Monday, February 13, 2012

Money & Business

Mortgage Roulette

With rates rising, it's time to evaluate all your options

By Alex Markels
Posted 7/30/06

Chris Melvin figured it was time to move up. Sharing a cramped 800-square-foot house near Denver with his fiancee, Krissy Urick, a year ago he went shopping for bigger digs and soon found a four-bedroom home in Longmont, Colo. "It's just an average house in a nice little neighborhood," says the 32-year-old firefighter. "But it seemed like a good fit for us."

The financial fit was another story. Melvin lacked the cash for a traditional 20 percent down payment. Nor did he have the income needed to qualify for the best rates on a conventional fixed-rate loan. So a mortgage broker steered him toward what's known as an 80-20 loan package: an interest-only mortgage totaling 80 percent of the new home's $257,000 price, combined with a home equity line of credit to cover the 20 percent down payment.

Crunch time. The mortgage's 5.65 percent rate is fixed for the first five years, keeping Melvin's monthly payments low. But the credit line's floating rate has since ticked up by more than 3 percentage points, increasing his tab by about $100 a month. And with the chance that his total monthly payments could eventually double, he wonders if he should bite the bullet and refinance now.

Melvin is hardly alone. Over the next four years, about a quarter of all home mortgages will undergo a rate reset--almost certainly upward--on approximately $2 trillion in mortgage debt, according to estimates by the mortgage data firm LoanPerformance.
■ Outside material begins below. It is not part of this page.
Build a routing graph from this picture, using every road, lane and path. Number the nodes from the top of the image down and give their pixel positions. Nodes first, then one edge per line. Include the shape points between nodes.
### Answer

But switching now isn't necessarily the right choice. "If your rate is due to adjust within the next year or so, then, yes, you should probably refinance," says mortgage banker and syndicated columnist Lou Barnes. But for most people with steady jobs, ample savings, and a mortgage that doesn't adjust for an additional four years or more, "there's no reason to panic and do something just out of fear."

Even if interest rates do rise an additional percentage point over the next 12 months, "that's still pretty low by historic measures," says David Wyss, chief economist at Standard & Poor's. And with a cooling economy, "rates could even back off a bit after that," he adds.
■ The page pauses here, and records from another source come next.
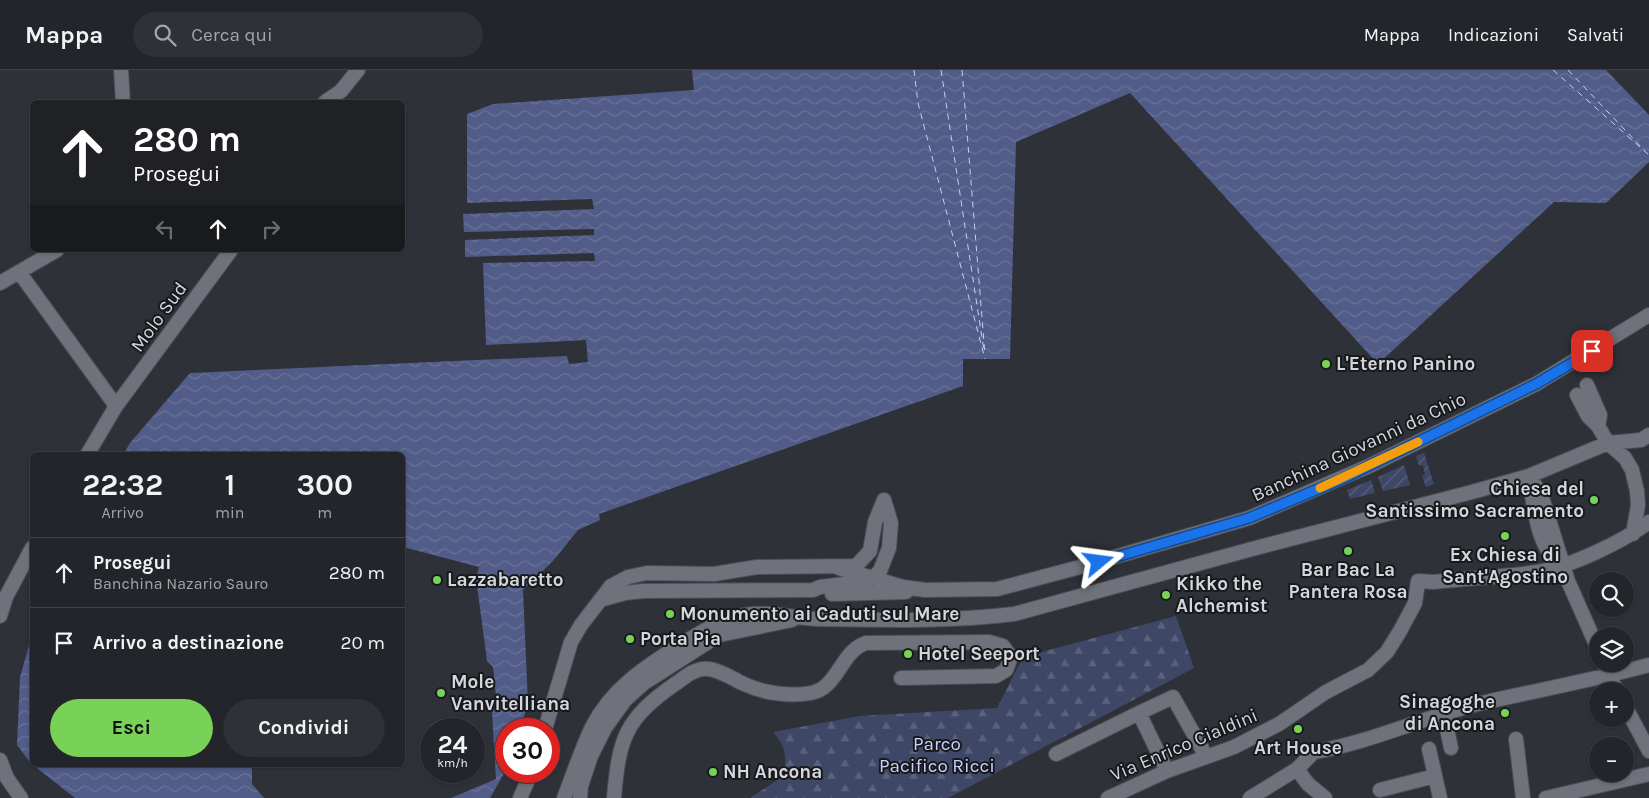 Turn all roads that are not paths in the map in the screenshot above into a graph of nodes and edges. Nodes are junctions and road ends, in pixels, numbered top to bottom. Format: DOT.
graph roads {
  1 [pos="121,70"];
  2 [pos="358,70"];
  3 [pos="123,100"];
  4 [pos="328,100"];
  5 [pos="54,252"];
  6 [pos="230,252"];
  7 [pos="19,272"];
  8 [pos="0,283"];
  9 [pos="1649,315"];
  10 [pos="1587,385"];
  11 [pos="1577,395"];
  12 [pos="116,406"];
  13 [pos="1598,426"];
  14 [pos="1645,438"];
  15 [pos="1608,443"];
  16 [pos="89,452"];
  17 [pos="1529,476"];
  18 [pos="1649,522"];
  19 [pos="1633,534"];
  20 [pos="30,552"];
  21 [pos="885,562"];
  22 [pos="1563,565"];
  23 [pos="839,568"];
  24 [pos="873,578"];
  25 [pos="919,589"];
  26 [pos="813,590"];
  27 [pos="599,600"];
  28 [pos="0,616"];
  29 [pos="800,619"];
  30 [pos="1589,627"];
  31 [pos="1649,665"];
  32 [pos="1634,667"];
  33 [pos="1599,672"];
  34 [pos="900,678"];
  35 [pos="1139,713"];
  36 [pos="1444,715"];
  37 [pos="548,718"];
  38 [pos="1634,723"];
  39 [pos="1516,739"];
  40 [pos="1451,748"];
  41 [pos="1429,749"];
  42 [pos="1649,752"];
  43 [pos="1056,754"];
  44 [pos="1206,756"];
  45 [pos="0,760"];
  46 [pos="1297,769"];
  47 [pos="1167,771"];
  48 [pos="1649,774"];
  49 [pos="1435,776"];
  50 [pos="527,783"];
  51 [pos="1380,790"];
  52 [pos="21,798"];
  53 [pos="520,798"];
  54 [pos="564,798"];
  55 [pos="580,798"];
  56 [pos="614,798"];
  57 [pos="1108,798"];
  58 [pos="1250,798"];
  59 [pos="1325,798"];
  60 [pos="1440,798"];
  61 [pos="1523,798"];
  62 [pos="1546,798"];
  1 -- 3 [label="street"];
  2 -- 4 [label="street"];
  5 -- 7 [label="street"];
  6 -- 12 [label="street, Molo Sud"];
  7 -- 8 [label="street"];
  7 -- 12 [label="street"];
  9 -- 25 [label="street, Banchina Giovanni da Chio"];
  10 -- 13 [label="street"];
  11 -- 13 [label="street"];
  12 -- 16 [label="street, Molo Sud"];
  13 -- 15 [label="street"];
  14 -- 15 [label="street"];
  15 -- 17 [label="street"];
  15 -- 19 [label="street"];
  17 -- 22 [label="street"];
  17 -- 29 [label="street"];
  18 -- 19 [label="street"];
  19 -- 22 [label="street"];
  20 -- 28 [label="street"];
  21 -- 23 [label="street, Banchina Giovanni da Chio"];
  21 -- 24 [label="street, Banchina Giovanni da Chio"];
  21 -- 25 [label="street"];
  22 -- 30 [label="street"];
  22 -- 44 [label="street, Via Enrico Cialdini"];
  23 -- 24 [label="street, Banchina Giovanni da Chio"];
  23 -- 27 [label="street, Banchina Giovanni da Chio"];
  24 -- 25 [label="street, Banchina Giovanni da Chio"];
  24 -- 26 [label="street, Banchina Giovanni da Chio"];
  25 -- 26 [label="street, Banchina Giovanni da Chio"];
  26 -- 27 [label="street, Banchina Giovanni da Chio"];
  27 -- 37 [label="street, Banchina Giovanni da Chio"];
  29 -- 54 [label="street"];
  29 -- 55 [label="street"];
  31 -- 32 [label="street"];
  33 -- 36 [label="street"];
  34 -- 56 [label="street"];
  35 -- 43 [label="street"];
  35 -- 44 [label="street"];
  35 -- 47 [label="street"];
  36 -- 40 [label="street"];
  36 -- 46 [label="street"];
  38 -- 42 [label="street"];
  39 -- 61 [label="street"];
  41 -- 49 [label="street"];
  44 -- 47 [label="street, Via Enrico Cialdini"];
  45 -- 52 [label="street"];
  46 -- 58 [label="street"];
  46 -- 59 [label="street"];
  47 -- 57 [label="street, Via Enrico Cialdini"];
  48 -- 62 [label="street"];
  49 -- 51 [label="street"];
  49 -- 60 [label="street"];
  50 -- 53 [label="street"];
}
No change. Wyss himself has no plans to refinance the seven-year adjustable mortgage he took out two years ago on his apartment in Manhattan. "At this point, I have a much lower rate than I could get on a 30-year fixed, and I'm not planning on staying in New York for another 30 years," he says. "So why make the change now?"
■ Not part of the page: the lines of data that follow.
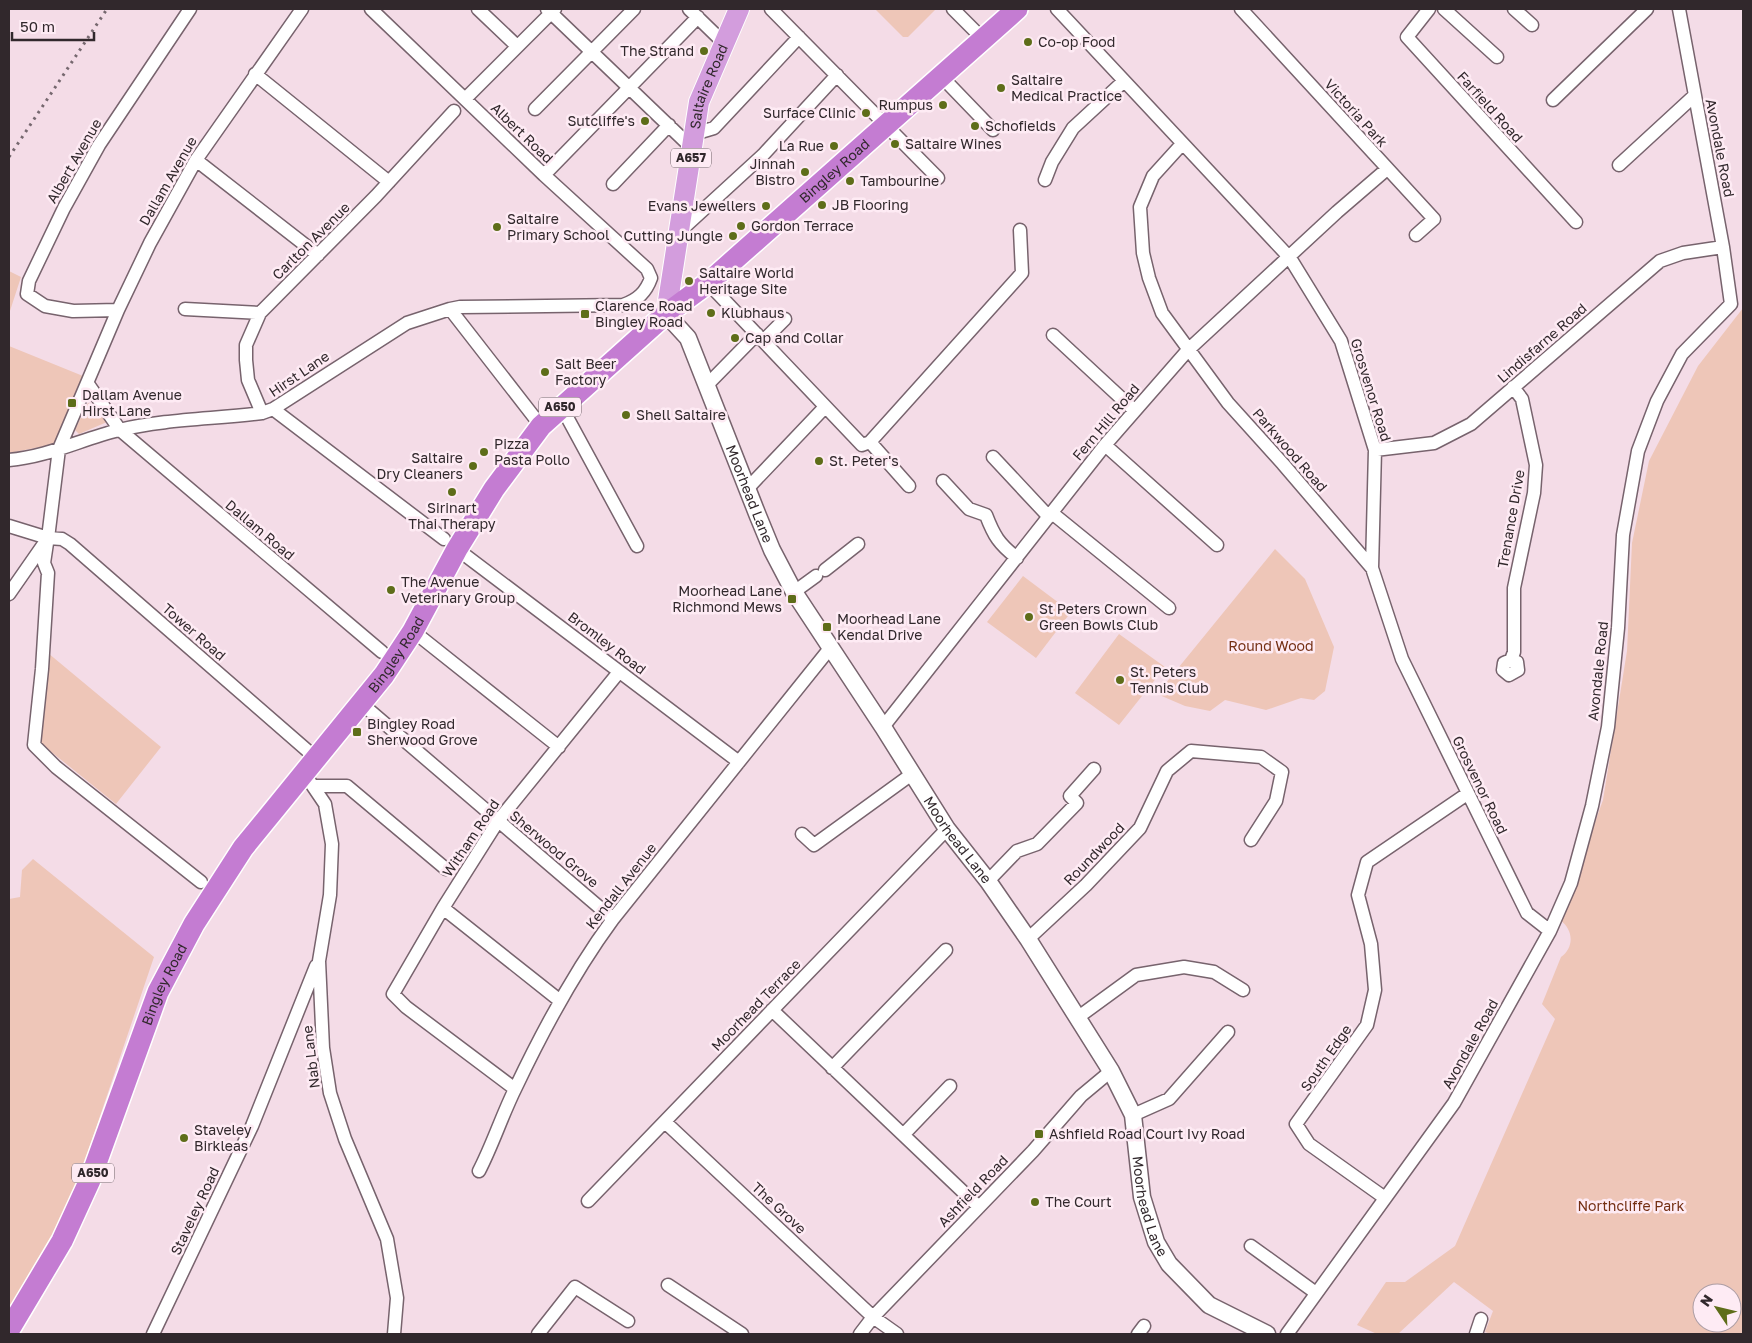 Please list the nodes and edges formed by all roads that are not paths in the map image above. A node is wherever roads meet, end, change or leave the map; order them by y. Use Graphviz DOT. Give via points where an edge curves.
graph roads {
  1 [pos="190,9"];
  2 [pos="302,9"];
  3 [pos="371,9"];
  4 [pos="478,9"];
  5 [pos="634,9"];
  6 [pos="740,9"];
  7 [pos="771,9"];
  8 [pos="953,9"];
  9 [pos="1017,9"];
  10 [pos="1057,9"];
  11 [pos="1241,9"];
  12 [pos="1429,9"];
  13 [pos="1444,9"];
  14 [pos="1514,9"];
  15 [pos="1647,9"];
  16 [pos="1679,9"];
  17 [pos="551,10"];
  18 [pos="694,13"];
  19 [pos="1532,24"];
  20 [pos="799,37"];
  21 [pos="982,38"];
  22 [pos="724,43"];
  23 [pos="517,46"];
  24 [pos="592,51"];
  25 [pos="1497,57"];
  26 [pos="255,74"];
  27 [pos="838,75"];
  28 [pos="940,75"];
  29 [pos="1124,81"];
  30 [pos="630,88"];
  31 [pos="1694,96"];
  32 [pos="465,99"];
  33 [pos="1553,100"];
  34 [pos="535,109"];
  35 [pos="454,110"];
  36 [pos="886,124"];
  37 [pos="669,125"];
  38 [pos="994,130"];
  39 [pos="693,141"];
  40 [pos="1182,144"];
  41 [pos="196,160"];
  42 [pos="1619,165"];
  43 [pos="1387,169"];
  44 [pos="544,175"];
  45 [pos="938,178"];
  46 [pos="1045,180"];
  47 [pos="389,182"];
  48 [pos="613,184"];
  49 [pos="1576,222"];
  50 [pos="1020,230"];
  51 [pos="679,232"];
  52 [pos="1416,236"];
  53 [pos="1723,247"];
  54 [pos="318,254"];
  55 [pos="1290,258"];
  56 [pos="651,278"];
  57 [pos="708,283"];
  58 [pos="185,309"];
  59 [pos="450,309"];
  60 [pos="118,310"];
  61 [pos="260,313"];
  62 [pos="666,314"];
  63 [pos="785,320"];
  64 [pos="1053,335"];
  65 [pos="760,337"];
  66 [pos="1188,350"];
  67 [pos="88,384"];
  68 [pos="707,385"];
  69 [pos="1513,387"];
  70 [pos="561,406"];
  71 [pos="825,407"];
  72 [pos="1134,410"];
  73 [pos="268,411"];
  74 [pos="541,426"];
  75 [pos="120,430"];
  76 [pos="866,443"];
  77 [pos="1105,445"];
  78 [pos="59,449"];
  79 [pos="1375,450"];
  80 [pos="993,456"];
  81 [pos="9,460"];
  82 [pos="943,482"];
  83 [pos="909,486"];
  84 [pos="747,489"];
  85 [pos="1051,515"];
  86 [pos="9,526"];
  87 [pos="48,538"];
  88 [pos="450,544"];
  89 [pos="858,544"];
  90 [pos="1217,545"];
  91 [pos="637,546"];
  92 [pos="1017,558"];
  93 [pos="1372,568"];
  94 [pos="794,592"];
  95 [pos="9,594"];
  96 [pos="1169,608"];
  97 [pos="413,631"];
  98 [pos="831,647"];
  99 [pos="382,652"];
  100 [pos="1511,660"];
  101 [pos="619,672"];
  102 [pos="362,704"];
  103 [pos="883,727"];
  104 [pos="559,746"];
  105 [pos="739,762"];
  106 [pos="1094,769"];
  107 [pos="312,773"];
  108 [pos="912,774"];
  109 [pos="1467,794"];
  110 [pos="498,821"];
  111 [pos="947,830"];
  112 [pos="802,834"];
  113 [pos="1251,840"];
  114 [pos="446,869"];
  115 [pos="988,881"];
  116 [pos="201,882"];
  117 [pos="443,908"];
  118 [pos="613,919"];
  119 [pos="1550,931"];
  120 [pos="1028,939"];
  121 [pos="946,950"];
  122 [pos="318,961"];
  123 [pos="1243,990"];
  124 [pos="559,1000"];
  125 [pos="772,1010"];
  126 [pos="1077,1018"];
  127 [pos="1228,1032"];
  128 [pos="832,1068"];
  129 [pos="1110,1070"];
  130 [pos="950,1086"];
  131 [pos="515,1089"];
  132 [pos="1133,1115"];
  133 [pos="665,1122"];
  134 [pos="904,1134"];
  135 [pos="479,1171"];
  136 [pos="1386,1198"];
  137 [pos="588,1201"];
  138 [pos="979,1207"];
  139 [pos="1251,1246"];
  140 [pos="668,1285"];
  141 [pos="1316,1294"];
  142 [pos="873,1317"];
  143 [pos="1481,1319"];
  144 [pos="628,1321"];
  145 [pos="9,1330"];
  146 [pos="153,1334"];
  147 [pos="394,1334"];
  148 [pos="538,1334"];
  149 [pos="742,1334"];
  150 [pos="860,1334"];
  151 [pos="897,1334"];
  152 [pos="1267,1334"];
  153 [pos="1287,1334"];
  154 [pos="1476,1334"];
  1 -- 60 [label="street, Albert Avenue" via="99,145 29,281 27,294 45,306 72,311"];
  2 -- 26 [label="street, Dallam Avenue"];
  3 -- 32 [label="street, Albert Road"];
  4 -- 23 [label="street"];
  5 -- 24 [label="street"];
  6 -- 22 [label="main road, Saltaire Road / A657"];
  7 -- 20 [label="street"];
  8 -- 21 [label="street"];
  9 -- 21 [label="highway, Bingley Road / A650"];
  10 -- 29 [label="street, Grosvenor Road"];
  11 -- 43 [label="street, Victoria Park"];
  12 -- 49 [label="street, Farfield Road" via="1407,37"];
  13 -- 25 [label="street"];
  14 -- 19 [label="street"];
  15 -- 33 [label="street"];
  16 -- 31 [label="street, Avondale Road"];
  17 -- 23 [label="street"];
  17 -- 24 [label="street"];
  18 -- 22 [label="street"];
  18 -- 30 [label="street"];
  20 -- 27 [label="street"];
  20 -- 39 [label="street" via="714,128"];
  21 -- 28 [label="highway, Bingley Road / A650"];
  22 -- 39 [label="main road, Saltaire Road / A657" via="700,102"];
  23 -- 32 [label="street"];
  24 -- 30 [label="street"];
  24 -- 34 [label="street"];
  26 -- 41 [label="street, Dallam Avenue"];
  26 -- 47 [label="street"];
  27 -- 36 [label="street"];
  27 -- 51 [label="street" via="763,155"];
  28 -- 36 [label="highway, Bingley Road / A650"];
  28 -- 38 [label="street"];
  29 -- 40 [label="street, Grosvenor Road"];
  29 -- 46 [label="street" via="1073,128"];
  30 -- 37 [label="street"];
  30 -- 44 [label="street"];
  31 -- 42 [label="street"];
  31 -- 53 [label="street, Avondale Road"];
  32 -- 44 [label="street, Albert Road"];
  35 -- 47 [label="street, Carlton Avenue"];
  36 -- 45 [label="street"];
  36 -- 57 [label="highway, Bingley Road / A650"];
  37 -- 39 [label="street"];
  37 -- 48 [label="street"];
  39 -- 51 [label="main road, Saltaire Road / A657"];
  40 -- 55 [label="street, Grosvenor Road"];
  40 -- 66 [label="street, Parkwood Road" via="1153,176 1145,191 1140,207 1140,226 1149,278 1162,313"];
  41 -- 54 [label="street"];
  41 -- 60 [label="street, Dallam Avenue" via="150,243"];
  43 -- 52 [label="street, Victoria Park" via="1434,219"];
  43 -- 55 [label="street, Fern Hill Road"];
  44 -- 56 [label="street, Albert Road" via="647,269"];
  47 -- 54 [label="street, Carlton Avenue"];
  50 -- 76 [label="street" via="1022,273 902,408"];
  51 -- 62 [label="main road, Saltaire Road / A657"];
  53 -- 69 [label="street, Lindisfarne Road" via="1683,253 1660,261"];
  53 -- 119 [label="street, Avondale Road" via="1731,304 1682,354 1656,401 1638,451 1623,536 1618,628 1606,736 1576,864"];
  54 -- 61 [label="street, Carlton Avenue"];
  55 -- 66 [label="street, Fern Hill Road"];
  55 -- 79 [label="street, Grosvenor Road" via="1342,341"];
  56 -- 59 [label="street, Hirst Lane" via="647,289 634,301 623,305"];
  57 -- 62 [label="highway, Bingley Road / A650"];
  57 -- 65 [label="street"];
  58 -- 61 [label="street"];
  59 -- 73 [label="street, Hirst Lane" via="407,323"];
  59 -- 74 [label="street"];
  60 -- 67 [label="street, Dallam Avenue"];
  61 -- 73 [label="street, Carlton Avenue" via="246,345 246,360 248,380"];
  62 -- 68 [label="street, Moorhead Lane" via="688,338"];
  62 -- 70 [label="highway, Bingley Road / A650"];
  63 -- 65 [label="street"];
  64 -- 72 [label="street"];
  65 -- 68 [label="street"];
  65 -- 71 [label="street"];
  66 -- 72 [label="street, Fern Hill Road"];
  66 -- 93 [label="street, Parkwood Road" via="1228,403"];
  67 -- 75 [label="street"];
  67 -- 78 [label="street, Dallam Avenue"];
  68 -- 84 [label="street, Moorhead Lane"];
  69 -- 79 [label="street, Lindisfarne Road" via="1471,424 1434,442"];
  69 -- 100 [label="street, Trenance Drive" via="1522,399 1536,466 1534,493 1514,588 1514,652"];
  70 -- 74 [label="highway, Bingley Road / A650"];
  70 -- 91 [label="street"];
  71 -- 76 [label="street"];
  71 -- 84 [label="street"];
  72 -- 77 [label="street, Fern Hill Road"];
  73 -- 75 [label="street, Hirst Lane"];
  73 -- 88 [label="street, Bromley Road"];
  74 -- 88 [label="highway, Bingley Road / A650"];
  75 -- 78 [label="street, Hirst Lane"];
  75 -- 99 [label="street, Dallam Road"];
  76 -- 83 [label="street"];
  77 -- 85 [label="street, Fern Hill Road"];
  77 -- 90 [label="street"];
  78 -- 81 [label="street, Hirst Lane"];
  78 -- 87 [label="street, Dallam Avenue"];
  79 -- 93 [label="street, Grosvenor Road"];
  80 -- 85 [label="street"];
  82 -- 92 [label="street" via="969,509 986,515 993,534"];
  84 -- 94 [label="street, Moorhead Lane" via="772,550"];
  85 -- 92 [label="street, Fern Hill Road"];
  85 -- 96 [label="street"];
  86 -- 87 [label="street, Tower Road"];
  87 -- 95 [label="street"];
  87 -- 107 [label="street, Tower Road" via="62,539 70,544"];
  87 -- 116 [label="street, Dallam Avenue" via="44,562 48,573 42,669 34,745 56,767"];
  88 -- 97 [label="highway, Bingley Road / A650"];
  88 -- 101 [label="street, Bromley Road"];
  89 -- 94 [label="street"];
  92 -- 103 [label="street, Fern Hill Road"];
  93 -- 109 [label="street, Grosvenor Road" via="1402,659"];
  94 -- 98 [label="street, Moorhead Lane"];
  97 -- 102 [label="highway, Bingley Road / A650"];
  97 -- 104 [label="street"];
  98 -- 103 [label="street, Moorhead Lane"];
  98 -- 105 [label="street, Kendall Avenue"];
  101 -- 104 [label="street, Witham Road"];
  101 -- 105 [label="street, Bromley Road"];
  102 -- 107 [label="highway, Bingley Road / A650"];
  102 -- 110 [label="street, Sherwood Grove"];
  103 -- 108 [label="street, Moorhead Lane"];
  104 -- 110 [label="street, Witham Road"];
  105 -- 118 [label="street, Kendall Avenue"];
  106 -- 115 [label="street" via="1070,796 1077,803 1036,844 1017,851"];
  107 -- 114 [label="street" via="347,786"];
  107 -- 122 [label="street, Nab Lane" via="325,804 332,844 330,895"];
  107 -- 145 [label="highway, Bingley Road / A650" via="243,848 194,924 158,992 90,1180 62,1241"];
  108 -- 111 [label="street, Moorhead Lane"];
  108 -- 112 [label="street" via="814,845"];
  109 -- 119 [label="street, Grosvenor Road" via="1527,913"];
  109 -- 136 [label="street, South Edge" via="1367,862 1358,895 1371,944 1375,990 1367,1025 1296,1124 1309,1144"];
  110 -- 117 [label="street, Witham Road"];
  110 -- 118 [label="street, Sherwood Grove"];
  111 -- 115 [label="street, Moorhead Lane"];
  111 -- 125 [label="street, Moorhead Terrace"];
  113 -- 120 [label="street, Roundwood" via="1276,801 1282,772 1261,757 1190,751 1167,771 1140,828"];
  115 -- 120 [label="street, Moorhead Lane"];
  117 -- 124 [label="street"];
  117 -- 131 [label="street, Witham Road" via="393,994 406,1008"];
  118 -- 124 [label="street, Kendall Avenue"];
  119 -- 136 [label="street, Avondale Road" via="1454,1103"];
  120 -- 126 [label="street, Moorhead Lane"];
  121 -- 128 [label="street"];
  122 -- 146 [label="street, Staveley Road" via="252,1126"];
  122 -- 147 [label="street, Nab Lane" via="323,1048 330,1093 345,1139 388,1239 397,1298"];
  123 -- 126 [label="street" via="1214,972 1184,967 1136,975"];
  124 -- 131 [label="street, Kendall Avenue"];
  125 -- 128 [label="street"];
  125 -- 133 [label="street, Moorhead Terrace"];
  126 -- 129 [label="street, Moorhead Lane"];
  127 -- 132 [label="street" via="1169,1099"];
  128 -- 134 [label="street"];
  129 -- 132 [label="street, Moorhead Lane"];
  129 -- 138 [label="street, Ashfield Road" via="1081,1096"];
  130 -- 134 [label="street"];
  131 -- 135 [label="street, Kendall Avenue"];
  132 -- 152 [label="street, Moorhead Lane" via="1142,1197 1156,1242 1166,1259 1209,1305"];
  133 -- 137 [label="street, Moorhead Terrace"];
  133 -- 142 [label="street, The Grove"];
  134 -- 138 [label="street"];
  136 -- 141 [label="street, Avondale Road"];
  138 -- 142 [label="street, Ashfield Road"];
  139 -- 141 [label="street"];
  140 -- 149 [label="street"];
  141 -- 153 [label="street, Avondale Road"];
  142 -- 150 [label="street, Ashfield Road"];
  142 -- 151 [label="street, The Grove"];
  143 -- 154 [label="street"];
  144 -- 148 [label="street" via="575,1287"];
}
To figure out whether to refinance, people with adjustable-rate mortgages need to assess their financial and personal stability. How much cash have you set aside? What are the chances you'll relocate in the next few years? How stable is your job? And, for that matter, how's your marriage? "Even though it may be a remote possibility, you've got to consider the worst-case scenario," says Barnes, the mortgage banker.

For Melvin, it's a monthly payment that could double to about $2,500 when it resets. That's a nasty bite. But Barnes thinks Melvin's situation still doesn't warrant a rush to refinance. After all, his and his fiancée's jobs--as a firefighter and a cardiovascular specialist--are largely recession-proof, and both expect their incomes to increase substantially over time. Melvin also has about $20,000 in savings, money he can draw on to cover any shortfalls or pay down the loan.

But there's still a red flag: the $50,000 line of credit. Floating 3 percentage points above the prime rate banks charge, its 11.25 percent rate could go even higher. "The problem is that Chris doesn't have any equity in his home yet, which means he can't qualify for a better rate," Barnes says.

One solution: pay down the credit line and start building the 10 percent equity stake he needs to get a better rate. With the local market softening and the possibility that he'll stay put longer than he expected, "it's the best option," Melvin says of the additional $400 a month he plans to cough up. "And as long as we're sensible about how we budget, I don't see us getting in any trouble at all."

At least, he hopes not.

This story appears in the August 7, 2006 print edition of U.S. News & World Report.